A June report found that 95 percent of Green House facilities had stayed COVID-19- free between early February and late May, while cases and deaths among residents and staff were lower compared to national nursing home data.

These facilities could be a model for how the nation deals with its elderly housing moving forward. So far, these non-traditional smaller facilities have been about one-fifth as likely to get the coronavirus as those who live in typical nursing homes – and one-twentieth as likely to die of the disease it causes.

These Green Houses demonstrate that all nursing homes, and other elderly housing facilities could make improvements like modifying physical spaces and perhaps providing for smaller, more community-based settings for seniors by dividing existing nursing homes into smaller "pods." That could help contain and prevent infections from ripping through large congregate populations and perhaps prevent an entire facility from needing to go into lockdown during an infectious-disease outbreak.

There are other creative models and innovative facilities around the U.S. as well.
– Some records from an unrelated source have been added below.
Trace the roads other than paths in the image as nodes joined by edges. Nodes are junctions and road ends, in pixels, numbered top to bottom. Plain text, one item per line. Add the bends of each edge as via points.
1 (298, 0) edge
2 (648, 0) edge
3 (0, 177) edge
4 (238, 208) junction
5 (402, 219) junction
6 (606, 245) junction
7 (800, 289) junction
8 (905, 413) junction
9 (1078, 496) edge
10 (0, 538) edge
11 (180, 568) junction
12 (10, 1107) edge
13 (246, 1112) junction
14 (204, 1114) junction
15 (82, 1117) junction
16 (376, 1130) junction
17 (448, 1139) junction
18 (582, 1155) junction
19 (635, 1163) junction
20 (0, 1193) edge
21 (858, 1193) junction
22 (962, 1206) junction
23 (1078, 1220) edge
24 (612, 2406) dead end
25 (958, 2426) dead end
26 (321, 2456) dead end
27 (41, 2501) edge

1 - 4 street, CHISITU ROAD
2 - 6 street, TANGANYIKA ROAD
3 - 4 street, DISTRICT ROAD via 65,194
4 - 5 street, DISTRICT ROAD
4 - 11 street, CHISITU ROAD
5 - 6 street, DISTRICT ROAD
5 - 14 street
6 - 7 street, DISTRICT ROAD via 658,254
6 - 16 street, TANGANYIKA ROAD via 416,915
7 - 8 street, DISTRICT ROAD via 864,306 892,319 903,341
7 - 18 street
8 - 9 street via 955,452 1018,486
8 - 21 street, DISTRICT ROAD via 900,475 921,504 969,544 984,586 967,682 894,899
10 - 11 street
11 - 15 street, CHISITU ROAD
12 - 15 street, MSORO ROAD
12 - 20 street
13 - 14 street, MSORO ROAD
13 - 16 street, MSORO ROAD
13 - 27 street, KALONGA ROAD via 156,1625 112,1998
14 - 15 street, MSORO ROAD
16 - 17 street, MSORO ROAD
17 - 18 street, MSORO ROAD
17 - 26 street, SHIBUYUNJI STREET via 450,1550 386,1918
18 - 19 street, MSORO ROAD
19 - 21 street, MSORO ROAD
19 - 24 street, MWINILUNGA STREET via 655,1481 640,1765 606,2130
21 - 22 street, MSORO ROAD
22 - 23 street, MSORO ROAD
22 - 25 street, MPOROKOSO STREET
In Maryland, there's the Community Aging in Place – Advancing Better Living for Elders (CAPABLE), a Johns Hopkins School of Nursing program, that sends a registered nurse, an occupational therapist and a licensed handyperson to enable seniors, especially those who are low-income people of color, to live safely and independently at home. This pilot program – which was highlighted in the elder care and child care proposals rolled out by Biden during the campaign – began as a trial in Baltimore and now operates in more than 27 sites in 16 states, translates about $3,000 per person into $20,000 in medical cost savings.

Another model program, pioneered in San Francisco's Chinatown, is PACE (Programs of All-Inclusive Care for the Elderly), which works with people age 55 and older who require a nursing home level of care to fulfill their health needs in the community. It provides Medicare and or Medicaid participants with services and care at an adult day health care center as well as at home and by referral. Right now, that program is available in 31 states and may require participants to use a PACE-preferred doctor. (For more details, visit http://www.medicare.gov/pace/.

Assisted-living facilities continue to be an alternative for people who do not need round-the-clock nursing care, but Medicaid coverage of these facilities remains inconsistent. A handful of states have recently introduced publicly-funded long-term care plans, led by Washington state and Hawaii. That idea is also being considered in California, Michigan, Illinois and Minnesota.

The biggest problem for many of these innovative community-based ideas is that they are competing against the more entrenched and powerful $137 billion dollar nursing home industry, which provides homes for 1.3 million seniors and has pushed to thwart some state efforts to fund these community-based options.

While there is clearly a need for innovative and creative ways to house seniors, during COVID-19 current nursing homes remain focused on stockpiling masks and gowns, and for the most part are not really thinking about broader concepts. Unfortunately, fixing these problems ends up on the back burner. When the crisis eventually abates, it will fall to creative public officials to push these ideas.

Also contributing: Washington Post; Wall Street Journal; Market Watch; Next Avenue.